GRATIFYING
enjoyable, gratifying, pleasurable
(adjective) affording satisfaction or pleasure; “the company was enjoyable”; “found her praise gratifying”; “full of happiness and pleasurable excitement”; “good printing makes a book more pleasurable to read”
gratifying, sweet
(adjective) pleasing to the mind or feeling; “sweet revenge”
Source: WordNet® 3.1
Verb
gratifying
present participle of gratify
Source: Wiktionary
GRATIFY
Grat"i*fy, v. t. [imp. & p. p. Gratified; p. pr. & vb. n.
Gratifying.] Etym: [F. gratifier, L. gratificari; gratus pleasing + -
ficare (in comp.) to make. See -fy.]
1. To please; to give pleasure to; to satisfy; to soothe; to indulge;
as, to gratify the taste, the appetite, the senses, the desires, the
mind, etc.
For who would die to gratify a foe Dryden.
2. To requite; to recompense. [Obs.]
It remains . . . To gratify his noble service. Shak.
Syn.
– To indulge; humor please; delight; requite; recompense.

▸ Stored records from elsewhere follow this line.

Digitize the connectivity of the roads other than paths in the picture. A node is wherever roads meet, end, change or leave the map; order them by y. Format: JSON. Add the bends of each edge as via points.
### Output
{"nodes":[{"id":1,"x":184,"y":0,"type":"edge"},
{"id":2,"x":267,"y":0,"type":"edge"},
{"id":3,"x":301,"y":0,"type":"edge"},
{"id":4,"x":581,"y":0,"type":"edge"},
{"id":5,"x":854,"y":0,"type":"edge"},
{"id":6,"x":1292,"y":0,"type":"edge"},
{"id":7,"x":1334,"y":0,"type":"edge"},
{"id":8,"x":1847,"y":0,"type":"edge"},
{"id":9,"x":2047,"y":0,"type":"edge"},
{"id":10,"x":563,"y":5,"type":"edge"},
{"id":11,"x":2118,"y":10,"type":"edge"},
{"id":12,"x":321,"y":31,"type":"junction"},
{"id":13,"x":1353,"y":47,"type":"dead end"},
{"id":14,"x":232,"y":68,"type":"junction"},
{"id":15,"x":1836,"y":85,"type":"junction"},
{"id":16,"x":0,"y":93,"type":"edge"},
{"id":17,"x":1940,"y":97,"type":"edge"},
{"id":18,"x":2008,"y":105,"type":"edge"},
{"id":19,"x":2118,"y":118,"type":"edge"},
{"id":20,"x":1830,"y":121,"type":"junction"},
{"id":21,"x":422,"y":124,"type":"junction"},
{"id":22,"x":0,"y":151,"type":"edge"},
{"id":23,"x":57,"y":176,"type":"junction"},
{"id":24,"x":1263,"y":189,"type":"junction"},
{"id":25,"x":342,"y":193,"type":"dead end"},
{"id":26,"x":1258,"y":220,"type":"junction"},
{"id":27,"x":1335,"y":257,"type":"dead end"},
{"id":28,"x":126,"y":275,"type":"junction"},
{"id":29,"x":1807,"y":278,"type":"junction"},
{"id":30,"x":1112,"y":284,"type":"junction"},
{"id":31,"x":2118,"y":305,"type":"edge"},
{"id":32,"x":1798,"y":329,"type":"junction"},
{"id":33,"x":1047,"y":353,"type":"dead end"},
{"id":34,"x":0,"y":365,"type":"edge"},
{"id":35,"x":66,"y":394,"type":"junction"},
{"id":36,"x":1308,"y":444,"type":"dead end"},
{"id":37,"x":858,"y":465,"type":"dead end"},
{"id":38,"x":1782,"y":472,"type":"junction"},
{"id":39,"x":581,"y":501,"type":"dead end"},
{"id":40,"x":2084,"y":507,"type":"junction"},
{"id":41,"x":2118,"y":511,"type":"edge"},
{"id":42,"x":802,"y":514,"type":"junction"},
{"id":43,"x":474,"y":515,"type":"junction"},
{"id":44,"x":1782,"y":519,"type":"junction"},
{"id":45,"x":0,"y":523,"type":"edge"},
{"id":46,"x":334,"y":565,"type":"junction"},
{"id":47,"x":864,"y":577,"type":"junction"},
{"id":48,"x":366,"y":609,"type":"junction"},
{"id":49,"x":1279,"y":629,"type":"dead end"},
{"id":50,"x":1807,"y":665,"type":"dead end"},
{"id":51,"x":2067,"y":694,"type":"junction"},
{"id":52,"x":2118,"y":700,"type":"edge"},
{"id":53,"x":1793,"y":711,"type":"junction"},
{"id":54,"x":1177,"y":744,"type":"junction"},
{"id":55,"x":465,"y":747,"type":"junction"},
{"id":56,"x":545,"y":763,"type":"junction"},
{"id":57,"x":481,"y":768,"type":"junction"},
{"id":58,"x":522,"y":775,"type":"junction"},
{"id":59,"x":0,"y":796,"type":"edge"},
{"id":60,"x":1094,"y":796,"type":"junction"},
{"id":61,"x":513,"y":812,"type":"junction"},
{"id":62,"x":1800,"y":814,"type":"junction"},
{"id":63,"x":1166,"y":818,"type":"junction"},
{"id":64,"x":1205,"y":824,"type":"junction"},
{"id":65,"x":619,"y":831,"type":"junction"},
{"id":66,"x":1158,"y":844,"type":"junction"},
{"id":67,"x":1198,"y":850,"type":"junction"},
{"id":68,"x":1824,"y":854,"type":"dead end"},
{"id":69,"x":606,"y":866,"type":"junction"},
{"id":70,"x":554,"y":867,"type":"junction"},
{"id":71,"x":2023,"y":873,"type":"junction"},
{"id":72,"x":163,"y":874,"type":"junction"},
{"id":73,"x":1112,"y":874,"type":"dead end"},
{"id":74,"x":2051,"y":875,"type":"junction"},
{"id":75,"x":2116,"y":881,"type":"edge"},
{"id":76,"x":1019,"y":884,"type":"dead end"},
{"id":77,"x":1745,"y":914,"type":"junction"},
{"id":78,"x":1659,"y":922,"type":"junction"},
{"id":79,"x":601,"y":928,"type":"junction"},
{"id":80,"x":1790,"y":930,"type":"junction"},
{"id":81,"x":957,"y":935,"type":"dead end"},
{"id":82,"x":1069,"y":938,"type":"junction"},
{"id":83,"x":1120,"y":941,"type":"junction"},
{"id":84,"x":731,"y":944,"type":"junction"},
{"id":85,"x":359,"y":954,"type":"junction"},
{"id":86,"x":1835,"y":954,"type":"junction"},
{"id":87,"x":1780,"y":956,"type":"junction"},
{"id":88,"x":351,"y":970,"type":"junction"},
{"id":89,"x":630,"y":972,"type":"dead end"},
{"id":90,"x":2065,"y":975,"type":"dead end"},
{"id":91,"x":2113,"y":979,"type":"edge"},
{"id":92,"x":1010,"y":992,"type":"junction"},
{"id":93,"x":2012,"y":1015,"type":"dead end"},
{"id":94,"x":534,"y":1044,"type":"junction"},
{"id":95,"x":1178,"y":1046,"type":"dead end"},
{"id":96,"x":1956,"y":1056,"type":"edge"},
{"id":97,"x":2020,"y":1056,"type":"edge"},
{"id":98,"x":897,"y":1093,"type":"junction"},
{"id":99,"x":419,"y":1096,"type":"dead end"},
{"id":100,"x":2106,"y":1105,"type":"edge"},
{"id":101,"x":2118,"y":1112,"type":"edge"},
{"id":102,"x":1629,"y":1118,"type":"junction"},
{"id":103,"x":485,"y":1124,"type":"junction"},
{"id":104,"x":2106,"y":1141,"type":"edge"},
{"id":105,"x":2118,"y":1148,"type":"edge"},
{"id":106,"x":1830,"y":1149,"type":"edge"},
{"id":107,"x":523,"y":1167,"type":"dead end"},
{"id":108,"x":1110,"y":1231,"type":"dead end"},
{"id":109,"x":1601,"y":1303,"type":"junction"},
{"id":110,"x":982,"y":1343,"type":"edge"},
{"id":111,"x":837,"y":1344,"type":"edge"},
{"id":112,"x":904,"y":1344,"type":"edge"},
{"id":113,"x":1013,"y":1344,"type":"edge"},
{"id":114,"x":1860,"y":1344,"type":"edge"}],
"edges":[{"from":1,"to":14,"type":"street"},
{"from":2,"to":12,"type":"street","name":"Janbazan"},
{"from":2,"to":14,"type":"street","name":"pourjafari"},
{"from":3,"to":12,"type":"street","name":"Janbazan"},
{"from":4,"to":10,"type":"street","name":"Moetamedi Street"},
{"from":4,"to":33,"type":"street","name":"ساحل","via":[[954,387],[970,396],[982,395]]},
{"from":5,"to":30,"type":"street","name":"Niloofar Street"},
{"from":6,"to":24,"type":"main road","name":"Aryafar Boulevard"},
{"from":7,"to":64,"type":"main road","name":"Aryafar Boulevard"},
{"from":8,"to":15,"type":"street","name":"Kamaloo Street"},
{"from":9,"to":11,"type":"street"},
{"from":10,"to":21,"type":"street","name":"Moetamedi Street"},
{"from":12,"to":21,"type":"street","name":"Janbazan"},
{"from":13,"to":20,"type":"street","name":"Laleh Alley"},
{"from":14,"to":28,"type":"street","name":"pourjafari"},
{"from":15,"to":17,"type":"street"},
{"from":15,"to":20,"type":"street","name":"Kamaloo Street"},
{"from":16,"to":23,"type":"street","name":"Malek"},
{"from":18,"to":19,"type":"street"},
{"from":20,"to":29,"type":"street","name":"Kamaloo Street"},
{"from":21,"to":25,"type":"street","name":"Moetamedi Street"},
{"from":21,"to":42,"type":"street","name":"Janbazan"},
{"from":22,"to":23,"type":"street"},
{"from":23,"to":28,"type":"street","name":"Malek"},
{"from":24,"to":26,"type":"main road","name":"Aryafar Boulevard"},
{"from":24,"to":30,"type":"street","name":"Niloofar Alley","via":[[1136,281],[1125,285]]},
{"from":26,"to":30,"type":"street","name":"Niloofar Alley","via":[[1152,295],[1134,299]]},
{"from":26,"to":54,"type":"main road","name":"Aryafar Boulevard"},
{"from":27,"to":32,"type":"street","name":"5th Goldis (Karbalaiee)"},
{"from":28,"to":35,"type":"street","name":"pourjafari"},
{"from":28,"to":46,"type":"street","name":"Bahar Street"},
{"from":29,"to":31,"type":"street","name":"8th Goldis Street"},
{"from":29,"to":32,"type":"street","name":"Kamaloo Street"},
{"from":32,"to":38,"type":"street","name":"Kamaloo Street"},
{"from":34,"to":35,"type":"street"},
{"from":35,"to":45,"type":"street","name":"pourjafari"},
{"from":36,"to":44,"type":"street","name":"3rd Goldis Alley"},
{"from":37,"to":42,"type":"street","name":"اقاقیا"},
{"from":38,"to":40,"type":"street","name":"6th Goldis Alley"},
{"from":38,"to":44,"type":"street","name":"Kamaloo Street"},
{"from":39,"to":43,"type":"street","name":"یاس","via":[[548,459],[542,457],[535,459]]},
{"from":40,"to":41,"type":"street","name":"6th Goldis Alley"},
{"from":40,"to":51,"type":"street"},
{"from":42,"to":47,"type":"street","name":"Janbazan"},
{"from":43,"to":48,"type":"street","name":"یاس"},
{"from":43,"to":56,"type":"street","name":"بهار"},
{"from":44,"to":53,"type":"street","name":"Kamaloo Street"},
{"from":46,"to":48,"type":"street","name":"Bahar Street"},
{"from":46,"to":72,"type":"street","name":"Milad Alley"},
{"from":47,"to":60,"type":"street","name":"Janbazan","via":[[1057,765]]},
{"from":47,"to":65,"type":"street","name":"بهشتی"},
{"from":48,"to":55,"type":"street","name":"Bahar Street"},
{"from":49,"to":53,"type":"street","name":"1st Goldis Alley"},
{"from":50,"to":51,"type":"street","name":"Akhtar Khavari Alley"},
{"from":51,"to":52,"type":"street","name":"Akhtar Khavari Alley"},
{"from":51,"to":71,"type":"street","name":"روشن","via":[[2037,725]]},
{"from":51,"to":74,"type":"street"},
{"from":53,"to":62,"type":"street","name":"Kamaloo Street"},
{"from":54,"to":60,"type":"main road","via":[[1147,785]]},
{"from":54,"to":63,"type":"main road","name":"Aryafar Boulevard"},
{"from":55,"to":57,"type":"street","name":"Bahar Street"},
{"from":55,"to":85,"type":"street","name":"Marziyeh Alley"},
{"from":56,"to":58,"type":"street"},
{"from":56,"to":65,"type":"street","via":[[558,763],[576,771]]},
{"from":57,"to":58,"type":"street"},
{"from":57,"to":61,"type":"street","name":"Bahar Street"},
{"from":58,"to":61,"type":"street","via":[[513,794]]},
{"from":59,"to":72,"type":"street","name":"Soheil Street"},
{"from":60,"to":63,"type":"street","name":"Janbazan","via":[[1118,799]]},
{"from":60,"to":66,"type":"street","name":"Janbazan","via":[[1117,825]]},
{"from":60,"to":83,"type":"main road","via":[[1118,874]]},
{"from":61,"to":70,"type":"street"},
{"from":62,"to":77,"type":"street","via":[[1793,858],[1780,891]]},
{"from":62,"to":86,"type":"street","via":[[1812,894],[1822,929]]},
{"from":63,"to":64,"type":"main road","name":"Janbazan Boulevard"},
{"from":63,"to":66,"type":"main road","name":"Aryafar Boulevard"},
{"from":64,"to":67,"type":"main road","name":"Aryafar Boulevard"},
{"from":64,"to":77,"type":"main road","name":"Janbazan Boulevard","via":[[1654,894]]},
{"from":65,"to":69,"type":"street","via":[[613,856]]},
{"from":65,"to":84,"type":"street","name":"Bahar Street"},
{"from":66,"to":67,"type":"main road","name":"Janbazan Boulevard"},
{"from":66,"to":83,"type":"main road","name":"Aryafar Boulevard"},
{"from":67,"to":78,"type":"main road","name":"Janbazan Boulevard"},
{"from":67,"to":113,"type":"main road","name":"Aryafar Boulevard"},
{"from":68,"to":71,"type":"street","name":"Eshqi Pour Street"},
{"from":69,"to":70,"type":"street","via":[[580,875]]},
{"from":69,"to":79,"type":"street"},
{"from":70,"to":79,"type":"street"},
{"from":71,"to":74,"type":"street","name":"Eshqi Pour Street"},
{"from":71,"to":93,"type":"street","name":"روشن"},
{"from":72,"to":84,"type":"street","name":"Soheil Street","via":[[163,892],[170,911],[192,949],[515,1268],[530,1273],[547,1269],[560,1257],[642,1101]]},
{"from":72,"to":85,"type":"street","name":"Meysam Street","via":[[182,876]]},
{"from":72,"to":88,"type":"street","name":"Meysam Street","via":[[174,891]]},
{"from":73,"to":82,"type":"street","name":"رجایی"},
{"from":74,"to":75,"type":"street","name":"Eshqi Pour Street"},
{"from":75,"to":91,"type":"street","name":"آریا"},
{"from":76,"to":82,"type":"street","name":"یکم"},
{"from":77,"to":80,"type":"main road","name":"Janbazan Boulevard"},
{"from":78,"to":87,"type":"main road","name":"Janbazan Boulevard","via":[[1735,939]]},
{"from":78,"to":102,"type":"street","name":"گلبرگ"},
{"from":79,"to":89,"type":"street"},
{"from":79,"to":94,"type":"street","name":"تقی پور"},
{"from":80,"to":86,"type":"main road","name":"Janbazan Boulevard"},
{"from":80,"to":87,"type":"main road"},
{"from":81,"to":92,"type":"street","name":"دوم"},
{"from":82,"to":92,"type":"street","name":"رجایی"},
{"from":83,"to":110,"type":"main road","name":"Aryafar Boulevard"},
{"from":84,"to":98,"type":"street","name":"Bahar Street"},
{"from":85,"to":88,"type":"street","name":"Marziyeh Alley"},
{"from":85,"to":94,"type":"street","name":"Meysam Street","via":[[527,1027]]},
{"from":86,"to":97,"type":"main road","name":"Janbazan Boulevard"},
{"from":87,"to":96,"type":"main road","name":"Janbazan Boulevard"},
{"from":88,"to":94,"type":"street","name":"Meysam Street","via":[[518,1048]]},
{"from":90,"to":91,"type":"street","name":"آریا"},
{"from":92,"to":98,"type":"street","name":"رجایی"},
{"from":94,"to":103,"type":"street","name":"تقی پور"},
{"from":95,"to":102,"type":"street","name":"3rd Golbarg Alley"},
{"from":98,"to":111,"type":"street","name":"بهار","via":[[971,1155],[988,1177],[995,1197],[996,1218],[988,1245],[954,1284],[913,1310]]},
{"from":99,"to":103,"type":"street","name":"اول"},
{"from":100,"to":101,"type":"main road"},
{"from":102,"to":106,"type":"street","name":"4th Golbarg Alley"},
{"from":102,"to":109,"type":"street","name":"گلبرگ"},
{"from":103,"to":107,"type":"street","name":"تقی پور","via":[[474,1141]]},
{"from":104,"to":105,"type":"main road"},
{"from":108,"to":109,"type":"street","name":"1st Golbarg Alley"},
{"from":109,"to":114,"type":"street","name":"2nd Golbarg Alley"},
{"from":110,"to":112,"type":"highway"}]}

– To Gratify, Indulge, Humor. Gratify, is the generic term, and has
reference simply to the pleasure communicated. To indulge a person
implies that we concede something to his wishes or his weaknesses
which he could not claim, and which had better, perhaps, be spared.
To humor is to adapt ourselves to the varying moods, and, perhaps,
caprices, of others. We gratify a child by showing him the sights of
a large city; we indulge him in some extra expense on such an
occasion; we humor him when he is tired and exacting.